Nevertheless, recent cuts are causing pain and the loss of revenue to Peninsula College isn’t helping.
Lewis noted that one of the district’s “priorities is keeping as many teachers as possible.” As revenues continue to decline, the school board and staffers will face some tough decisions. “Where do we cut?” Lewis asked. “Tech enhancements, curriculum materials?”Sequim Superintendent Bill Bentley put it succinctly: “We have the capacity for more students, but not the revenue. That puts more of a strain on our budget.”
Bentley remarked on other issues regarding Running Start, saying some aspects are “positive” while others are “challenges.”
“Having kids have access to college credit is a very positive thing. And there is certainly a financial benefit (for the students and their parents).”
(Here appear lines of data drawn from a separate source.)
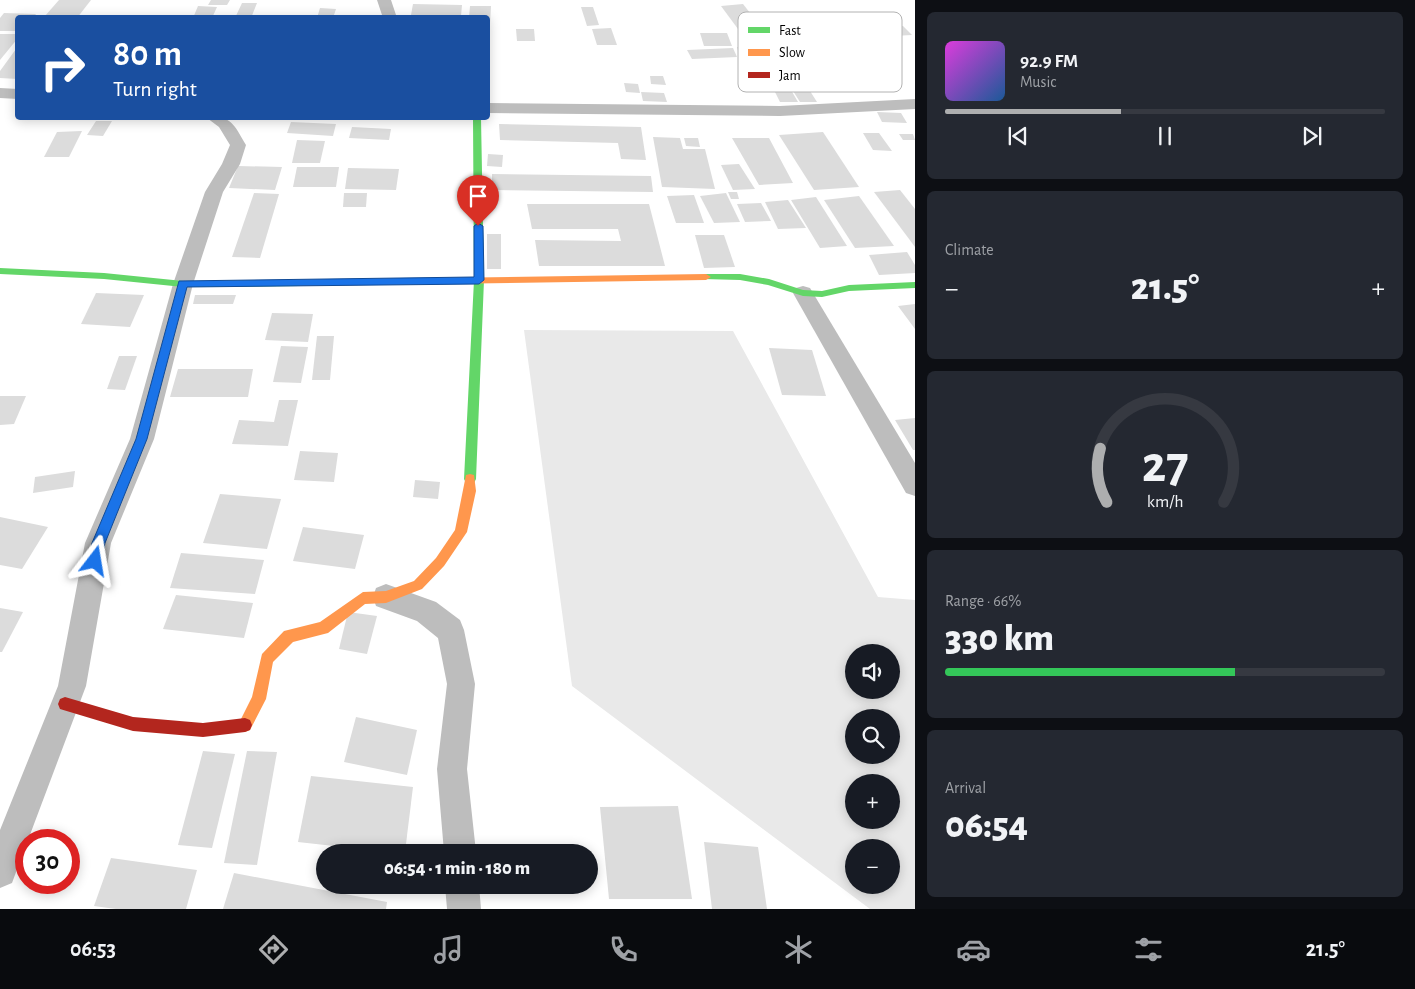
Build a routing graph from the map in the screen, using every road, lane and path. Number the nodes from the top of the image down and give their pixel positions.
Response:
1 (384, 0) edge
2 (389, 15) edge
3 (0, 93) edge
4 (15, 94) edge
5 (915, 104) edge
6 (490, 108) edge
7 (219, 120) edge
8 (477, 120) edge
9 (0, 270) edge
10 (479, 280) junction
11 (183, 284) junction
12 (915, 285) edge
13 (802, 294) junction
14 (915, 485) edge
15 (386, 597) junction
16 (65, 704) junction
17 (459, 844) edge
18 (0, 871) edge
19 (463, 894) edge
20 (464, 909) edge

1 - 2 street
3 - 4 street
5 - 6 street
7 - 11 street
8 - 10 street
9 - 11 street
10 - 11 street
10 - 13 street
10 - 15 street
11 - 16 street
12 - 13 street
13 - 14 street
15 - 16 street
15 - 17 street
16 - 18 street
19 - 20 street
“One challenging piece is students have to leave campus. We have outstanding programs here — it’s a difficult trade-off,” Bentley said.
Bentley said the students also miss out on good times. “The price they pay is they remove themselves from campus and campus activities that students enjoy tremendously.”
Bentley noted the school now offers Advanced Placement courses that “are extremely rigorous, matching or exceeding standards at a community college.”
“If I were able to influence the state, they would authorize us to give college credit,” Bentley said. He admitted that’s not likely to happen.
Lewis echoed some of Bentley’s comments, saying “When you go to college, it’s a college experience. We tend to have a little more adult interaction to make sure they’re staying on track.”
He said student response to the newfound freedom is “a mixed bag. We have students go for a semester, then come back. It wasn’t what they expected. Others thrive,” he said. “Like when they graduate from high school.”
Sequim district officials work with Peninsula College to ensure the high school students are meeting through their college courses the educational standards established for graduation from high school. “They still have to meet our requirements,” Lewis said.
The majority of the youths succeed, Lewis said. In the end, some 10-15 Sequim High students a year end up receiving both a high school diploma and an associate’s degree.
Chantelle Holgerson, a junior at Sequim High, is an enthusiastic proponent of Running Start. She’s now taking two classes at Peninsula College but hopes soon to be a full-time student there.
“My reasoning was I thought it would be great to get my AA. They pay for most of it — we only pay for books. That will save my parents money,” she said. “Once I transfer to a four-year college I will have to pay.”
Holgerson said the experience may not be right for everyone but she really has enjoyed it. “It’s great if you’re not so into the high school environment. They don’t baby you. They treat us like adults. If they give you an assignment, they assume you’re going to do it.”
She recognizes there are some in the Sequim school system who don’t share her enthusiasm. When she registered for Running Start, “there were some teachers who were totally against it. But some were for it.”
Running Start also provides a good deal more flexibility in schooling. Sequim High senior Ryan Tucker attends Peninsula College through the Running Start program via online classes from Keystone, Colo. He’s spending the winter there working on his snowboarding skills. But that’s just the latest of his travels. As a member of the new Portland Uprising professional paintball team, he will be on the road much of the year.
“The Running Start program has worked great for me and I am in full support of it. Always being busy and traveling didn’t work well with high school, but with a more mature college-based style, Running Start did the trick.
“I’m currently taking two classes in order to focus on snowboarding as well. One is a philosophy class on ethics and the other is a study of American government.
“I love having the option of Running Start. It provides students with a free way to earn college credit and learn at a college level.”
Tucker will receive his AA degree and high school diploma this spring.